HOW TO COMPLETE THIS TASK ->
Across the entries below, how many lines have the string "numbered" in them? Reply with only the number.

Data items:
------

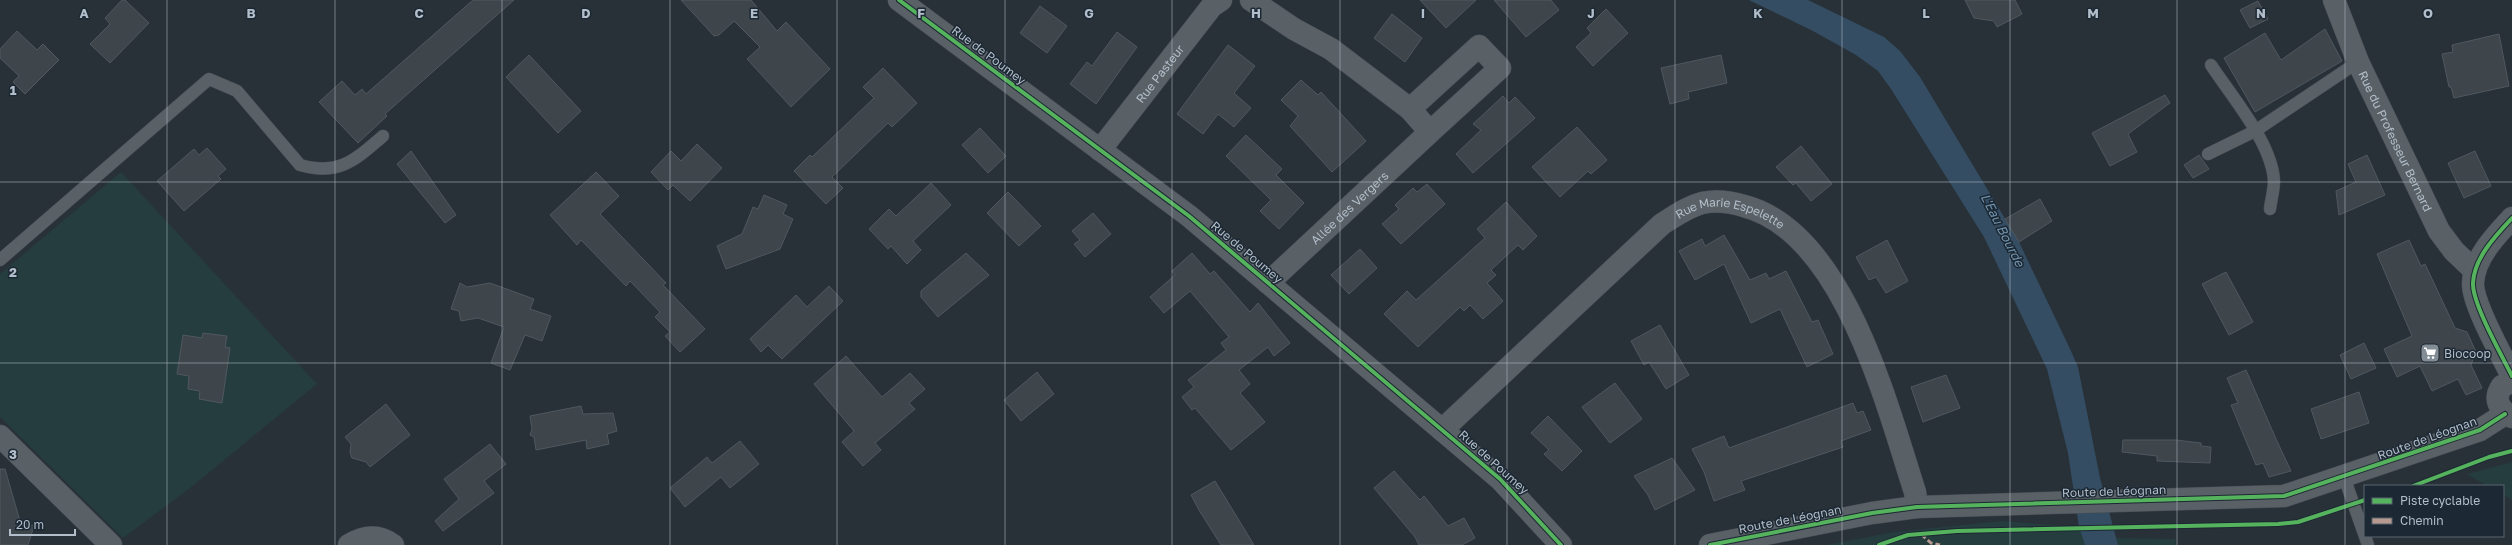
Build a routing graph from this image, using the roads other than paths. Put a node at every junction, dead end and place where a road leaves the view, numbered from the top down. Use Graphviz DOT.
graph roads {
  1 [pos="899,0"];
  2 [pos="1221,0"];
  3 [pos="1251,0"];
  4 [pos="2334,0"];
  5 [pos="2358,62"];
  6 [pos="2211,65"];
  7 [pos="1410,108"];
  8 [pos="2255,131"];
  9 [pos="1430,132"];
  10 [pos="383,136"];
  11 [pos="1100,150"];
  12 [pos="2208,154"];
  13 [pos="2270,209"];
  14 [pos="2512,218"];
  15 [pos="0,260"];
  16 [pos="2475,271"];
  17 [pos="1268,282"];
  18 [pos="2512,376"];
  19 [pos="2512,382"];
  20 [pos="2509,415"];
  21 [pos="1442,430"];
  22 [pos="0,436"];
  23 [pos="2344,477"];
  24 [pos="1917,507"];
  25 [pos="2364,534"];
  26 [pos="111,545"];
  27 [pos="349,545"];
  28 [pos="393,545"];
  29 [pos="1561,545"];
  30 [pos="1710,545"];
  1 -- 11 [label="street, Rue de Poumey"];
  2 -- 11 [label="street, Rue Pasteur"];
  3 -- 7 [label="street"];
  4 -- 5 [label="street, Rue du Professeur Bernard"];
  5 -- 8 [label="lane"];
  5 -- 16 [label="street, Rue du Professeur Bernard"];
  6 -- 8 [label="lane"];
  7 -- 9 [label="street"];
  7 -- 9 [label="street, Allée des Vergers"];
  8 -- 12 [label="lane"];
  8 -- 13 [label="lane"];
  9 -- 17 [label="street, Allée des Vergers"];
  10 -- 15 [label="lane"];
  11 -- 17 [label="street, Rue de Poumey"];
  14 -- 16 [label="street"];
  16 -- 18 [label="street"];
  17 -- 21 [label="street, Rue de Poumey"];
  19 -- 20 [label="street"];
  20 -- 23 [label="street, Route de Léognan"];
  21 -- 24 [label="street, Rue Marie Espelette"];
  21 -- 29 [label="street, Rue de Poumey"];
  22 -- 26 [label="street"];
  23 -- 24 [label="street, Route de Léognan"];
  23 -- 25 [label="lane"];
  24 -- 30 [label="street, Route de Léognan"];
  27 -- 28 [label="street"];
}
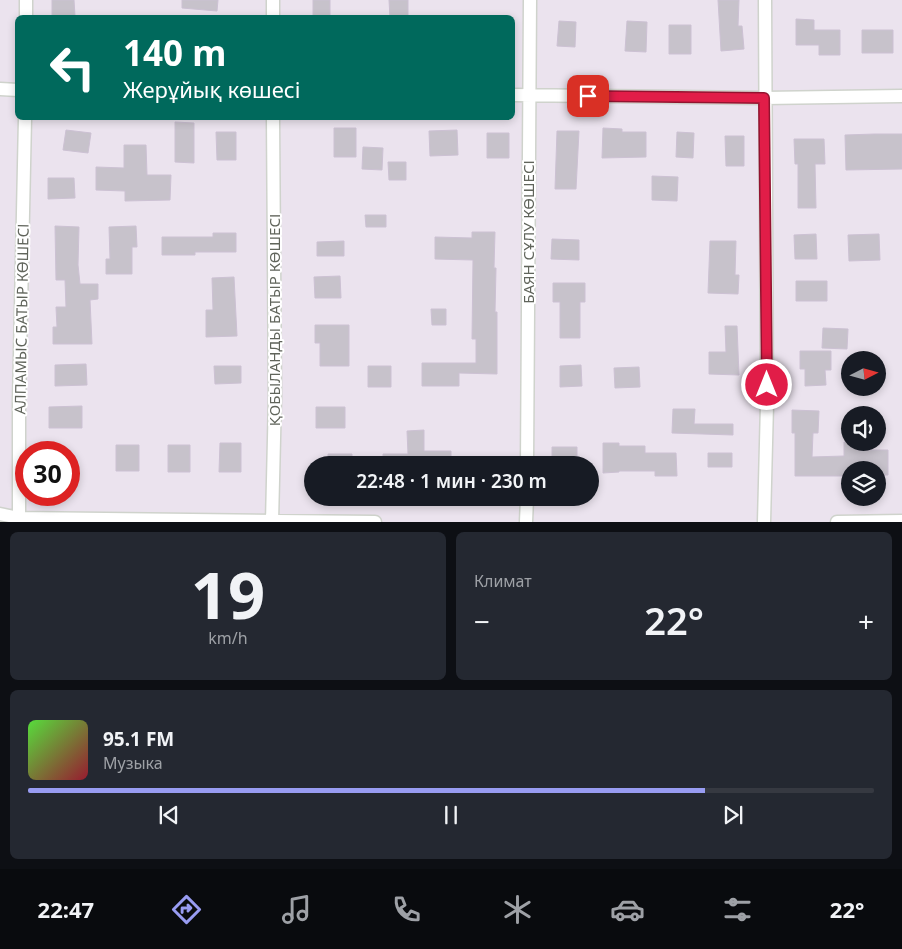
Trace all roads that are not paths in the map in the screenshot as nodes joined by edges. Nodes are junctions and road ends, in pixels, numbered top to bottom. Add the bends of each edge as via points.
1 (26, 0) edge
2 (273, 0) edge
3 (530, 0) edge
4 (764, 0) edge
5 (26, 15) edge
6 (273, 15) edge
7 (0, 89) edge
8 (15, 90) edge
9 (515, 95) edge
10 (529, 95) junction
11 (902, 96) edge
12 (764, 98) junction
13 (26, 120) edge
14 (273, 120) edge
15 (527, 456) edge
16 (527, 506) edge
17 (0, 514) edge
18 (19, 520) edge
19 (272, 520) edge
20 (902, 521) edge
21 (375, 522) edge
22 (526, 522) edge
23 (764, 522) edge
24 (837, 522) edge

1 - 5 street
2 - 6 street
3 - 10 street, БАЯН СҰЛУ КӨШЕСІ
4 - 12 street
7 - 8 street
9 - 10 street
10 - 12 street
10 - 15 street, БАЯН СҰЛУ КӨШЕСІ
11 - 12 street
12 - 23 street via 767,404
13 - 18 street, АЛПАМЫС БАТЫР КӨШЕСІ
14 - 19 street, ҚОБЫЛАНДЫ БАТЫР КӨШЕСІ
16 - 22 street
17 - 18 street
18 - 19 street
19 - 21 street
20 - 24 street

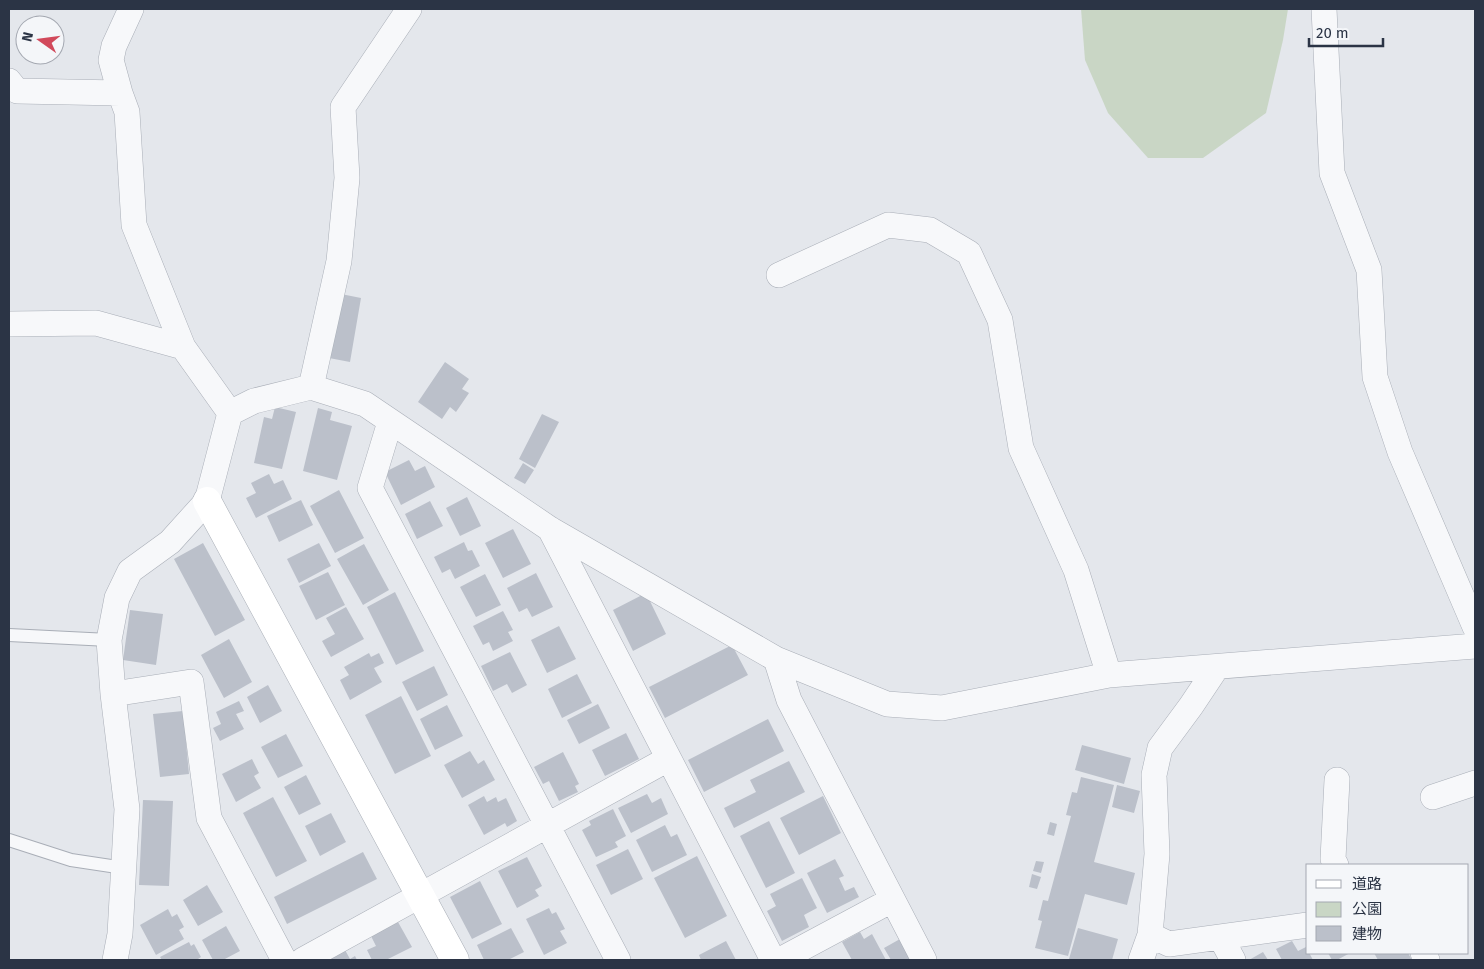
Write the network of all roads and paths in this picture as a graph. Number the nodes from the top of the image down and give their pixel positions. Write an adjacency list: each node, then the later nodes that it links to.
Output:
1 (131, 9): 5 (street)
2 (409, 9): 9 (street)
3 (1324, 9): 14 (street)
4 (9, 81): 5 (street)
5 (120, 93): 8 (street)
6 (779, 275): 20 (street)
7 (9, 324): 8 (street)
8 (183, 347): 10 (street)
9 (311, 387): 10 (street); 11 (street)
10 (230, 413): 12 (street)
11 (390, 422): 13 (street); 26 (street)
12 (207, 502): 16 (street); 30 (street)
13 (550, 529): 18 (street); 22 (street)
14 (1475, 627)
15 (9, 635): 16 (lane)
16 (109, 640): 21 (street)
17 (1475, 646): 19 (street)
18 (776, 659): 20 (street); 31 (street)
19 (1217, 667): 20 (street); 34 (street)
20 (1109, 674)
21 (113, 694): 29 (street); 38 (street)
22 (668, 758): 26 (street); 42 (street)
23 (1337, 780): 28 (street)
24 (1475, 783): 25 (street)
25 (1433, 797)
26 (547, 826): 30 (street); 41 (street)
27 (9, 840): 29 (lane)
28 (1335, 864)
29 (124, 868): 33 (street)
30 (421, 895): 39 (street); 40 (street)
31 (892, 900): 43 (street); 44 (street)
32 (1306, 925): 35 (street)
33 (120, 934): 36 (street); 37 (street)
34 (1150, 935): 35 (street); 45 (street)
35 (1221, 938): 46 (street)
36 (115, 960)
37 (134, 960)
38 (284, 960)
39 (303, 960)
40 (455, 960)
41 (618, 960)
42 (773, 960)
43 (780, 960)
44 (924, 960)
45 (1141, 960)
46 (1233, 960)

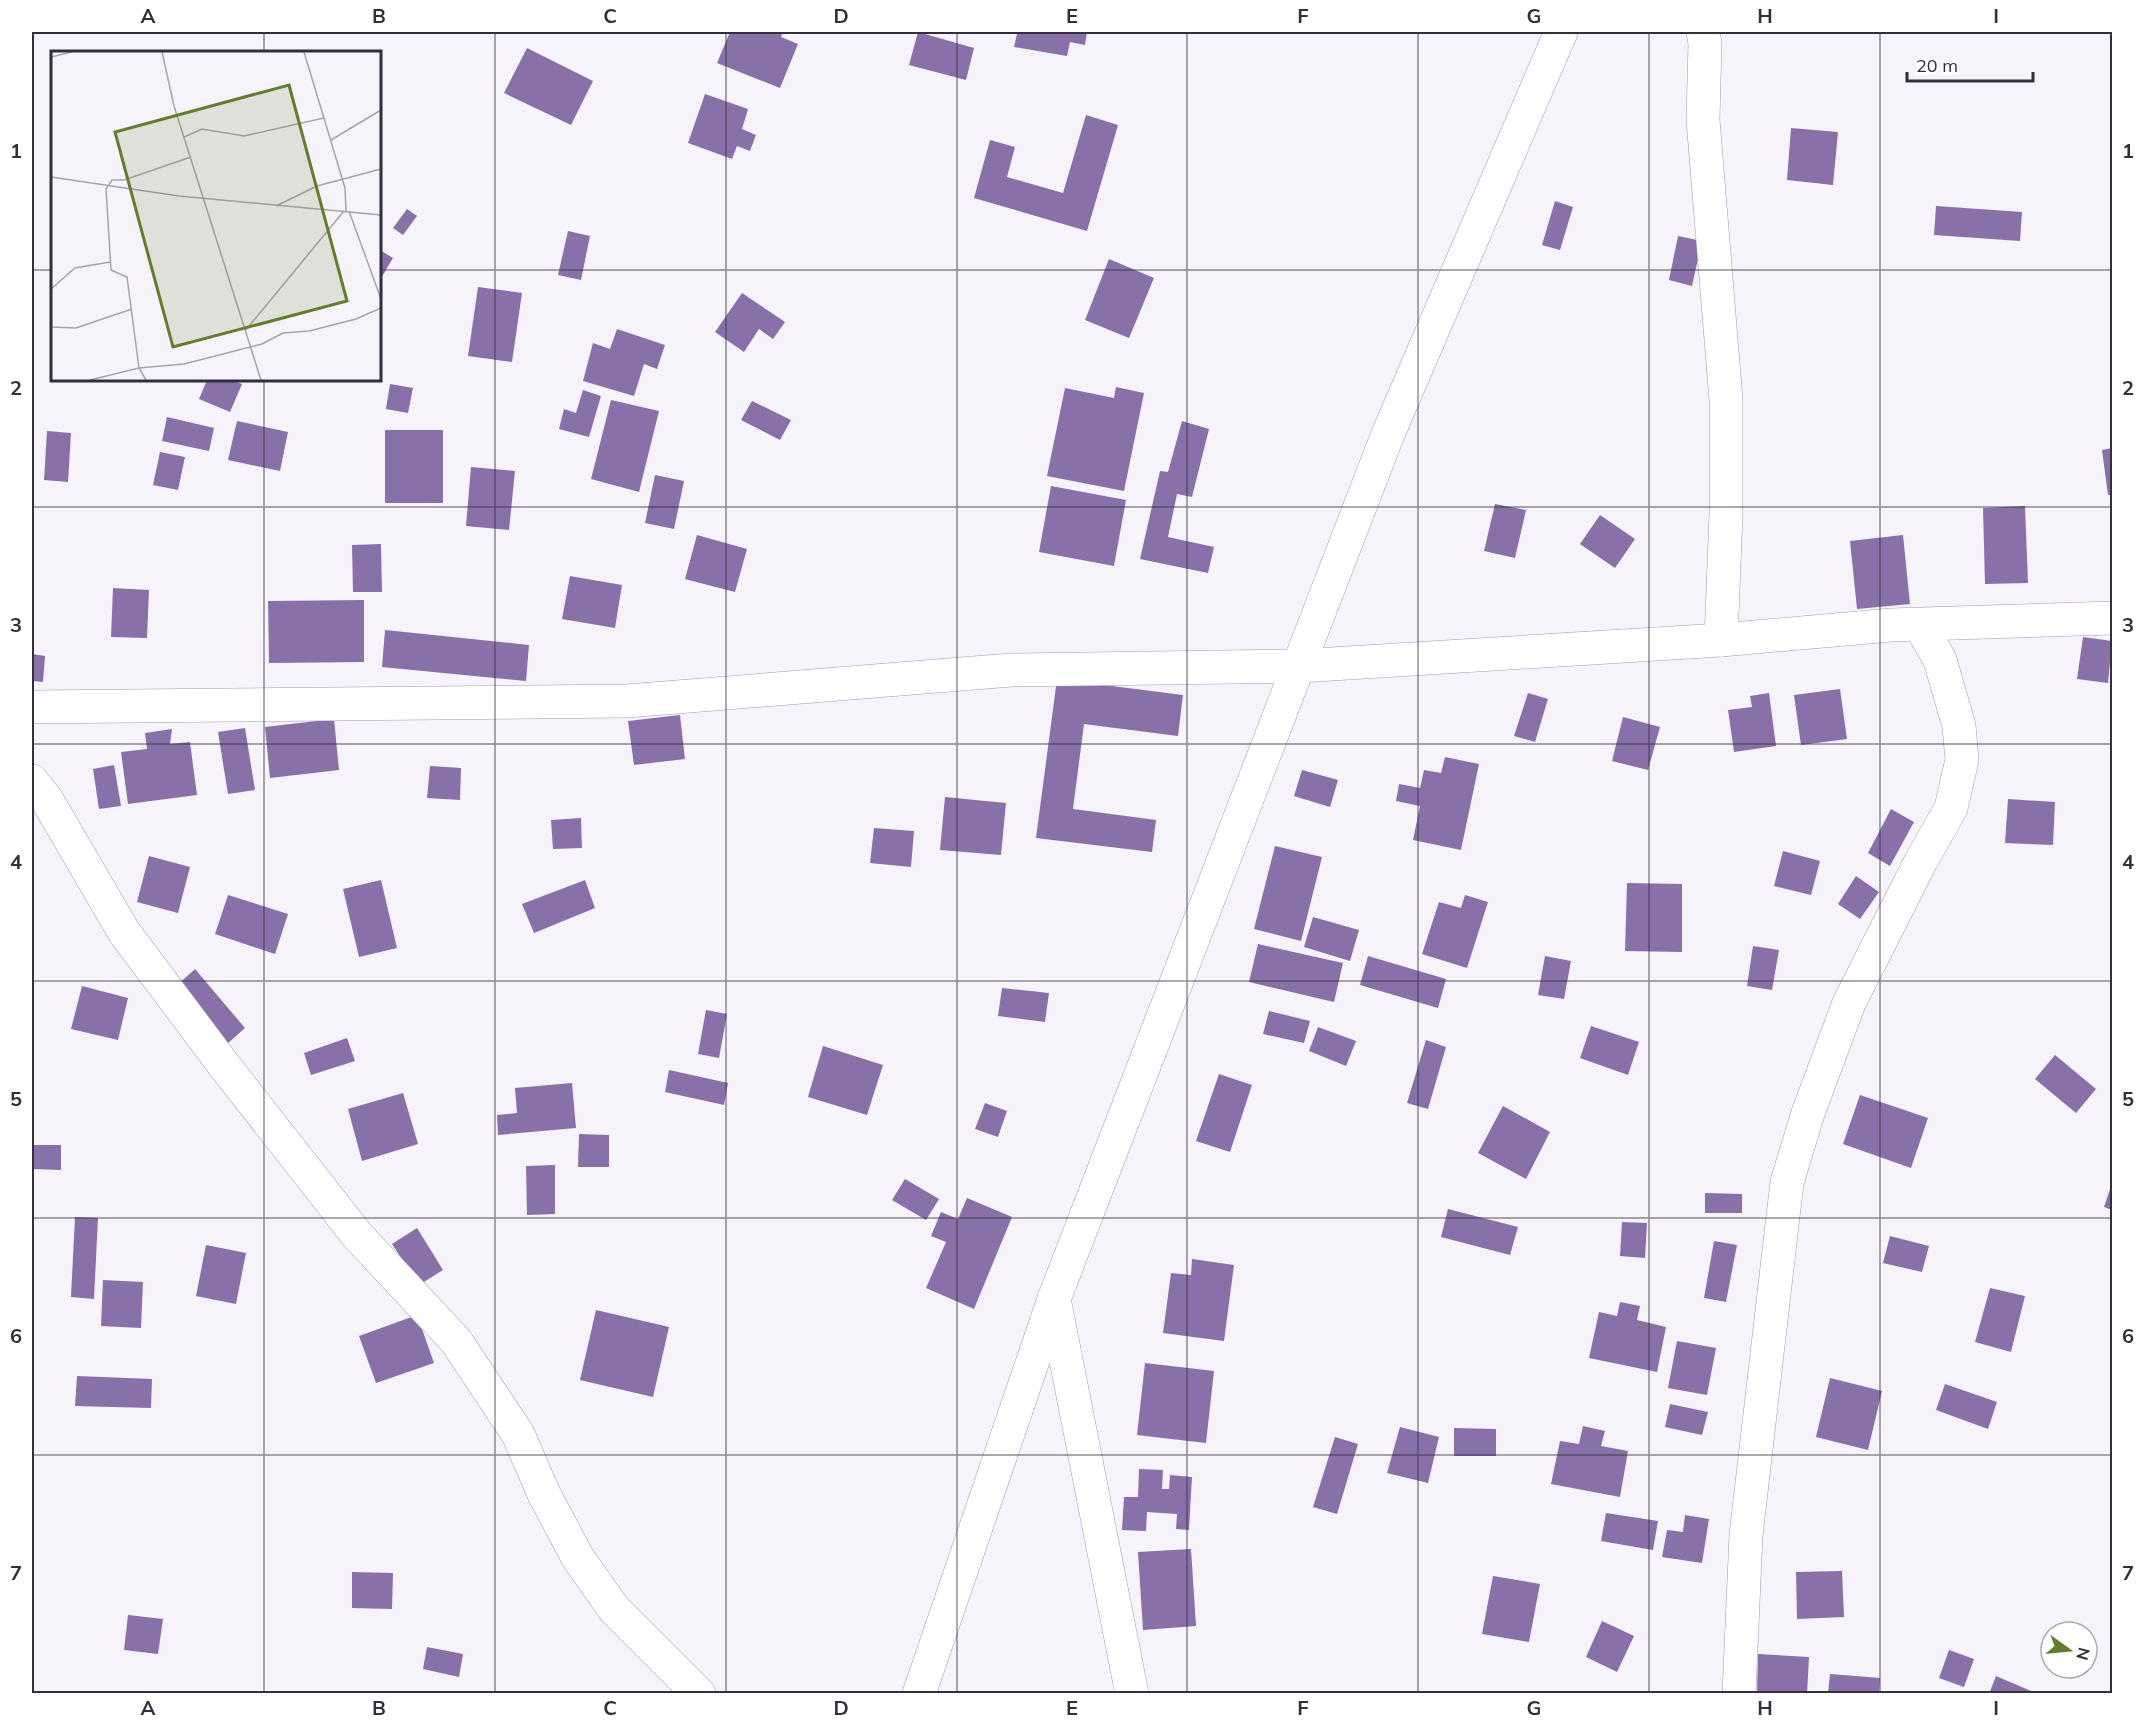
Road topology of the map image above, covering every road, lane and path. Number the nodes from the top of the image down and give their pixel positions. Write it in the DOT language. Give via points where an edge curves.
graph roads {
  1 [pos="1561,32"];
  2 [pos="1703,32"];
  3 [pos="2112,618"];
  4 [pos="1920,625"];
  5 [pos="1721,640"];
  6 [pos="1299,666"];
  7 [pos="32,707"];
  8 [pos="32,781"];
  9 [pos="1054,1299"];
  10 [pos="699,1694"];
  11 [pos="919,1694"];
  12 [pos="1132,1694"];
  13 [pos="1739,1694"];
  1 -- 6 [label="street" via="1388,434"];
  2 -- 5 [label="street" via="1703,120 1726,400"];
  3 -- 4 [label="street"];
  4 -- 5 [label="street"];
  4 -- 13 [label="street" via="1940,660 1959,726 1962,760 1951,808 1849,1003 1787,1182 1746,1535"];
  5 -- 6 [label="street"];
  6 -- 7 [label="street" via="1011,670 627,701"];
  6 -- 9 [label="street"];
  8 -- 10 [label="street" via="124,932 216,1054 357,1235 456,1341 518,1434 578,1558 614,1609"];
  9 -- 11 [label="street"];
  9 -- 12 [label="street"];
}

------

ANSWER SECTION ->
2